*** RAW DATA

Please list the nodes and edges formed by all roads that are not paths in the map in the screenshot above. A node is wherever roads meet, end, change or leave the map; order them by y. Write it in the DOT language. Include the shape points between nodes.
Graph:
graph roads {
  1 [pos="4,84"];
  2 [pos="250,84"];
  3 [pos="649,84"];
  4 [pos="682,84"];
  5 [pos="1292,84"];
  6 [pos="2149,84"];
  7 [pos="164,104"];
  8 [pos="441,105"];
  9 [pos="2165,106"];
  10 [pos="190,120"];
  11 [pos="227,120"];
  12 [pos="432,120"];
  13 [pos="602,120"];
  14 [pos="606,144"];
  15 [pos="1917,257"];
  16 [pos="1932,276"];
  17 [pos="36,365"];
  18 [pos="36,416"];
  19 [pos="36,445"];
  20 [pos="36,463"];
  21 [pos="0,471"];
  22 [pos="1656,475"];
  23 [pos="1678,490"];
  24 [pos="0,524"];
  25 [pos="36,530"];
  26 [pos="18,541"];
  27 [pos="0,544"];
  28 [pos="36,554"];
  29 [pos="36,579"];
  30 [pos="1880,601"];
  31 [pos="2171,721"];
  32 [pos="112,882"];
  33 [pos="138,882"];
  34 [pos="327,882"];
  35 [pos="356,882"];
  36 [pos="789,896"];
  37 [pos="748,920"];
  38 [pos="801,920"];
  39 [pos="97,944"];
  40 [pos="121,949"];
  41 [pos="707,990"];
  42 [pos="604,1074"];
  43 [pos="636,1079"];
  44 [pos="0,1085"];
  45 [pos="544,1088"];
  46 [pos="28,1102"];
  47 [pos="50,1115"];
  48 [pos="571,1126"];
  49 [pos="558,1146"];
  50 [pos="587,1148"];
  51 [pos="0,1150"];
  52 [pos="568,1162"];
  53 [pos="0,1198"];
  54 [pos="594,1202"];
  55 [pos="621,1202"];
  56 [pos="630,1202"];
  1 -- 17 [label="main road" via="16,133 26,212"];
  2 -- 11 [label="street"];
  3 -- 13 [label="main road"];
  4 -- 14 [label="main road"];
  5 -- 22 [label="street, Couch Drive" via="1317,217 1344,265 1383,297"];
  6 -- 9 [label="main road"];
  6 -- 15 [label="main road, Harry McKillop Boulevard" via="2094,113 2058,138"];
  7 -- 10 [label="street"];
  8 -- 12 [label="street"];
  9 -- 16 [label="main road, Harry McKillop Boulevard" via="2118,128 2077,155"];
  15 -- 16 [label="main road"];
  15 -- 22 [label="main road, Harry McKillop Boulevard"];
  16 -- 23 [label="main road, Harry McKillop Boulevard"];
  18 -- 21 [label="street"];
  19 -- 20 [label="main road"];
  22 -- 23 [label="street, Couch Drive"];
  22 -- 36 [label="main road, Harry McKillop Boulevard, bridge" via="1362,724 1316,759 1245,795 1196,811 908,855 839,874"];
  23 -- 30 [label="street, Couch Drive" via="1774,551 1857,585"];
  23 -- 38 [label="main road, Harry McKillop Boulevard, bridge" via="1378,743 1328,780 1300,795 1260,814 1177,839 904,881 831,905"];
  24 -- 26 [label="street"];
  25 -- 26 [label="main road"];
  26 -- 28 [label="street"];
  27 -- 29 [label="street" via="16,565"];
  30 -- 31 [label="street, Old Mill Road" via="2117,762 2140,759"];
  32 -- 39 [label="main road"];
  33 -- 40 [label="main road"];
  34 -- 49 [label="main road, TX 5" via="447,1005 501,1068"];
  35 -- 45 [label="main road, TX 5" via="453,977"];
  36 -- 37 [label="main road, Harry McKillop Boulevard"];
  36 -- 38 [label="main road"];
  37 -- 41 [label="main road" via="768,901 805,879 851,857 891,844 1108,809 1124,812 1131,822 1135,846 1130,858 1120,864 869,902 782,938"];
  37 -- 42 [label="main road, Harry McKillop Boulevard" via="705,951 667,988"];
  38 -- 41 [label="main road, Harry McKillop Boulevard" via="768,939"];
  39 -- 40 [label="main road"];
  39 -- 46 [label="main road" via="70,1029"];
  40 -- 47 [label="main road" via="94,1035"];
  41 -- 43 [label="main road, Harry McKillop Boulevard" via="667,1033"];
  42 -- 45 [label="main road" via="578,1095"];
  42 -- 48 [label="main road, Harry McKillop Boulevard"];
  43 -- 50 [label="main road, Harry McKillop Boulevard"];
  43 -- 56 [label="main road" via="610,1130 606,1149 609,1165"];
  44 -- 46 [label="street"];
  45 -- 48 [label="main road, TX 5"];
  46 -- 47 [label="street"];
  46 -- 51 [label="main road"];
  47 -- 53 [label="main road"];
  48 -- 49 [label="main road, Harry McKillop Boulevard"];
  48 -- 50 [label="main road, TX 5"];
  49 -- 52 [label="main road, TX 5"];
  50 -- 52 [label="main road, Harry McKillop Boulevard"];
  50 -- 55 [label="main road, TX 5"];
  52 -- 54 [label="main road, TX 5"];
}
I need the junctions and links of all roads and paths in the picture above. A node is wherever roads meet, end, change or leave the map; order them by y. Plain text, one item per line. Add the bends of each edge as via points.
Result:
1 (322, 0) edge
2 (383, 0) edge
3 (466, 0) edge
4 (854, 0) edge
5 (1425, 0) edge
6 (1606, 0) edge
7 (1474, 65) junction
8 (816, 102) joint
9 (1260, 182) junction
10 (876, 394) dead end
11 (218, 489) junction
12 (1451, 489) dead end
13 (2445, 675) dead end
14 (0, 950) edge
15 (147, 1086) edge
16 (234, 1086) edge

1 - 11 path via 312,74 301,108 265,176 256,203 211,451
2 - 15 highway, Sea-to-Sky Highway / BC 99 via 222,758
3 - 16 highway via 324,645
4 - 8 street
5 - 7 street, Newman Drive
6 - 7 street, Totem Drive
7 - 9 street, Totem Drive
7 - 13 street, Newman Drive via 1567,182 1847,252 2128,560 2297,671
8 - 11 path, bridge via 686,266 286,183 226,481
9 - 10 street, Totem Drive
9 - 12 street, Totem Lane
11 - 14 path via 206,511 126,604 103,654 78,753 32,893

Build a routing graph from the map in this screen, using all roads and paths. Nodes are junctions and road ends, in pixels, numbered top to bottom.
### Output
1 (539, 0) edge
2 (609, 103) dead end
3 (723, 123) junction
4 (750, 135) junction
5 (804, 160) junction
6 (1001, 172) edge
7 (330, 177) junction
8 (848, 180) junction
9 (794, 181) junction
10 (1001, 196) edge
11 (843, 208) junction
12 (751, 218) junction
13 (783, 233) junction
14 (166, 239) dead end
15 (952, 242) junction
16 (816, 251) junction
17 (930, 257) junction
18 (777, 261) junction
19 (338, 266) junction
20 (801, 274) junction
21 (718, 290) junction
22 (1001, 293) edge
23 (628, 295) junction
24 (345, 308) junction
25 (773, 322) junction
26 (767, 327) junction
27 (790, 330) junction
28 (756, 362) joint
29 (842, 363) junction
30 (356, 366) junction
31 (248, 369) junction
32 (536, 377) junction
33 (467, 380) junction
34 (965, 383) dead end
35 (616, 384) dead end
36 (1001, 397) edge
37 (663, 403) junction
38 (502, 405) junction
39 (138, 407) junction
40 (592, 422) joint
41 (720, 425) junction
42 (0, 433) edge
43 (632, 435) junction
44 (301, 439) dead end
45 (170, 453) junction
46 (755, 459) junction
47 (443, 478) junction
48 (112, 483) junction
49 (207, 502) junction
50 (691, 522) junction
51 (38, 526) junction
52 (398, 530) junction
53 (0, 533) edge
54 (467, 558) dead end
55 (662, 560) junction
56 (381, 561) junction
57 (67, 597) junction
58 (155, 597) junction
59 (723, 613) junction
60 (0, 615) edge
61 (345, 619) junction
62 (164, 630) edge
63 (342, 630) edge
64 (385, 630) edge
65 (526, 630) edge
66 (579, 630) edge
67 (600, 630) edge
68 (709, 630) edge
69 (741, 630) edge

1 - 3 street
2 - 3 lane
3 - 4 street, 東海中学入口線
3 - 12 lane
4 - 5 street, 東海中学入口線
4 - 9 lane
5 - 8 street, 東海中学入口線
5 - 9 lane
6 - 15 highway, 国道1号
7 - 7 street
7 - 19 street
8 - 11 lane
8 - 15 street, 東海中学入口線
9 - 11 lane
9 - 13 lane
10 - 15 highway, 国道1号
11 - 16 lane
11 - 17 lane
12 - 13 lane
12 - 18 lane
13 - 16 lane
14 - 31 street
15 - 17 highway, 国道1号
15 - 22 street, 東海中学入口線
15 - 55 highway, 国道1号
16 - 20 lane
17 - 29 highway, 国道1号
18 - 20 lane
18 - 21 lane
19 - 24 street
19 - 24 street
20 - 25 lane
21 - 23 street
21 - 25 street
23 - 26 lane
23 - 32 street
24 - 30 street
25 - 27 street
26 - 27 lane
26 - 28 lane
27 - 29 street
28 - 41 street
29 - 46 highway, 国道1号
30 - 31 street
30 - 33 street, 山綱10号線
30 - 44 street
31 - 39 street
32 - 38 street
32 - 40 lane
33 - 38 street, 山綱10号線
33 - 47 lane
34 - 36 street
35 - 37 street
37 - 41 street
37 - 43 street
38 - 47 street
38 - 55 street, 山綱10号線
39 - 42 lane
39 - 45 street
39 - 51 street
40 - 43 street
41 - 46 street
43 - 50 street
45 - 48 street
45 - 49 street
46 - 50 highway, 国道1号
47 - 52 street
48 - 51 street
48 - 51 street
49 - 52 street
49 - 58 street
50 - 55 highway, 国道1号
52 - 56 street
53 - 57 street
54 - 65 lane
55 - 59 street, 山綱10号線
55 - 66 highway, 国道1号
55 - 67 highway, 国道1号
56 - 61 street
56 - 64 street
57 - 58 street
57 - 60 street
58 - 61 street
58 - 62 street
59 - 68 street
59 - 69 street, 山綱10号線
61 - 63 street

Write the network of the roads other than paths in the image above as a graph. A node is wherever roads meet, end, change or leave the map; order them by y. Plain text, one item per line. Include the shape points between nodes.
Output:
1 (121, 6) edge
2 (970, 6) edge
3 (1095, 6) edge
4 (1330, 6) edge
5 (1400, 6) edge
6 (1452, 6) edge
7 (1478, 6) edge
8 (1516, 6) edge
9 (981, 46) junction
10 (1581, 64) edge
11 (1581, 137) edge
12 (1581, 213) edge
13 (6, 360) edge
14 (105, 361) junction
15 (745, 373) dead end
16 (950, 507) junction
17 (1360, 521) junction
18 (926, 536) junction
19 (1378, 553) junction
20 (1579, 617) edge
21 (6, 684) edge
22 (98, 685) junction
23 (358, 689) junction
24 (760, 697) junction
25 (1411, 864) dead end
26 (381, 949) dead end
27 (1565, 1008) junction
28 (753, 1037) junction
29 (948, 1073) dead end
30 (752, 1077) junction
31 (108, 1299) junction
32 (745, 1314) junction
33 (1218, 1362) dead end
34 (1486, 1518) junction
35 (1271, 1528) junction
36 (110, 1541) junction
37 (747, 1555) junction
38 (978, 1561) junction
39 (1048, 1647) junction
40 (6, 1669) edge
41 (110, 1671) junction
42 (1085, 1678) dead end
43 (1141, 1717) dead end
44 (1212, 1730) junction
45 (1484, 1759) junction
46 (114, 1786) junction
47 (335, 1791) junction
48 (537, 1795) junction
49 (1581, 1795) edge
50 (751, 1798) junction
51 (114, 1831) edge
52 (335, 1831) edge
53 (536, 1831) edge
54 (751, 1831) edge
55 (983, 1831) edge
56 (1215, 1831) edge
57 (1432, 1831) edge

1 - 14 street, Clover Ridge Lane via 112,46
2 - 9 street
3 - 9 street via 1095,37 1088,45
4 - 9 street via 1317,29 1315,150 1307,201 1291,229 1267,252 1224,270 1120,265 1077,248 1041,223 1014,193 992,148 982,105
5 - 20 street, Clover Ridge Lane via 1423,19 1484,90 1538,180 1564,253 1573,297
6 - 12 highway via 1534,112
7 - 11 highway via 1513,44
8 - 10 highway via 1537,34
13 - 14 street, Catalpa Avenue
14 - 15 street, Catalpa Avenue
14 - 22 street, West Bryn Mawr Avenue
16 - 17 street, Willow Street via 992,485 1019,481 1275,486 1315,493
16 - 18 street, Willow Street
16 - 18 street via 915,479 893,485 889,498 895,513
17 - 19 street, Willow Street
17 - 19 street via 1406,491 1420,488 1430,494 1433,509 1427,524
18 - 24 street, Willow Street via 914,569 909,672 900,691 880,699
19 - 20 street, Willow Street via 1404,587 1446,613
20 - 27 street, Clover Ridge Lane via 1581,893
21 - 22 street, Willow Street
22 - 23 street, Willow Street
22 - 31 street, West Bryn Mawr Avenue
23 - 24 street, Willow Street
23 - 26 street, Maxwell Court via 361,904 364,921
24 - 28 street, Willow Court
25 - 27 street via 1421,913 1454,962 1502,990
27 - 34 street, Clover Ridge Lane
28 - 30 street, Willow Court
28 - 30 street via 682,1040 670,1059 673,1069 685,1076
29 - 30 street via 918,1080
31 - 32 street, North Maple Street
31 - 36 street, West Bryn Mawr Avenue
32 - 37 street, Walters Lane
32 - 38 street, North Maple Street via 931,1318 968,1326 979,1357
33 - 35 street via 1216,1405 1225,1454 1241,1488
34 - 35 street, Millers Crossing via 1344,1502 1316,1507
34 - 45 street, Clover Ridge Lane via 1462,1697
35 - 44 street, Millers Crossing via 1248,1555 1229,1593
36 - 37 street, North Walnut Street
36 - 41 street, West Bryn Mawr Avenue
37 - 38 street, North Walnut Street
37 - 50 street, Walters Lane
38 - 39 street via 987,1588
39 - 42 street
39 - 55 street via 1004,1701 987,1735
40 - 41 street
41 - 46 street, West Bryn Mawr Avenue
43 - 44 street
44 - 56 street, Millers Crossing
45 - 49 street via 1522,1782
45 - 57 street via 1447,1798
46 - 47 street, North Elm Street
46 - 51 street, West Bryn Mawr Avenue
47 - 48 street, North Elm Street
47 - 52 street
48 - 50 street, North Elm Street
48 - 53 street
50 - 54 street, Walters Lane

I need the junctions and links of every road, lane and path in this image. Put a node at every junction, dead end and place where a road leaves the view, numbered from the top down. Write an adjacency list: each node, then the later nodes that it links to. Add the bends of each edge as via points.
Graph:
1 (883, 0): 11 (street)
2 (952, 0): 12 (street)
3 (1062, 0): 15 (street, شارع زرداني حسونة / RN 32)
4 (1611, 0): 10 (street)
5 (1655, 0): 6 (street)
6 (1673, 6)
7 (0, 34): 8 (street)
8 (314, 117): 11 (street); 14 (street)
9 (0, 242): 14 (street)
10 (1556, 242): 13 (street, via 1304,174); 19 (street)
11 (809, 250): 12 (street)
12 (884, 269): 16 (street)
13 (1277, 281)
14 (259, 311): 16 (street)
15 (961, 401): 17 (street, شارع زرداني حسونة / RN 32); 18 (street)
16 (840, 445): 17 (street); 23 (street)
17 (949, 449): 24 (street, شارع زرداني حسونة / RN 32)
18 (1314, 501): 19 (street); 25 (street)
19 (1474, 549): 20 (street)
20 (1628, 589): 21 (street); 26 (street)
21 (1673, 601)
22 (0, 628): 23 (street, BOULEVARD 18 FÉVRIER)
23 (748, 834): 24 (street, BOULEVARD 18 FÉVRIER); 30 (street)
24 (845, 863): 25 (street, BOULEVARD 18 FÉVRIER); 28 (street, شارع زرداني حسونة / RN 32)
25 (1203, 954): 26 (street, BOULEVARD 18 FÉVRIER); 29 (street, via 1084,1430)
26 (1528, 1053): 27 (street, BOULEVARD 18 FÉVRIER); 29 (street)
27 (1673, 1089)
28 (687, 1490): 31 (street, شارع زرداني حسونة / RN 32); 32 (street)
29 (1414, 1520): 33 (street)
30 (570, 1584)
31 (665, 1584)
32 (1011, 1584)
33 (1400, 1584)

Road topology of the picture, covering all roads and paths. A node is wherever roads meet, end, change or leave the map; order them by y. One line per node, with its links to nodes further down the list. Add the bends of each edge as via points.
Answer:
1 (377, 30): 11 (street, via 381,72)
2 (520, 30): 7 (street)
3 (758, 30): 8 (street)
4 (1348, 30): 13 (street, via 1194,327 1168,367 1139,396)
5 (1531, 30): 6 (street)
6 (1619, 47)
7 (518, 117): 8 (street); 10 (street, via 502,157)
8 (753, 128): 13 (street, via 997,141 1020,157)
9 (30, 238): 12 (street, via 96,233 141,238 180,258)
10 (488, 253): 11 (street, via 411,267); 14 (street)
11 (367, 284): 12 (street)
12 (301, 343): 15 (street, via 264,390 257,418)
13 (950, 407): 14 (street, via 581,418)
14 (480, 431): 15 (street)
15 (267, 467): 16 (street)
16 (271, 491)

******

■ **TASK REQUIREMENTS**
The lines needed are those in the data above that hold the string "東海中学入口線"; copy each of them.

■ **EXERCISE SOLUTION**
3 - 4 street, 東海中学入口線
4 - 5 street, 東海中学入口線
5 - 8 street, 東海中学入口線
8 - 15 street, 東海中学入口線
15 - 22 street, 東海中学入口線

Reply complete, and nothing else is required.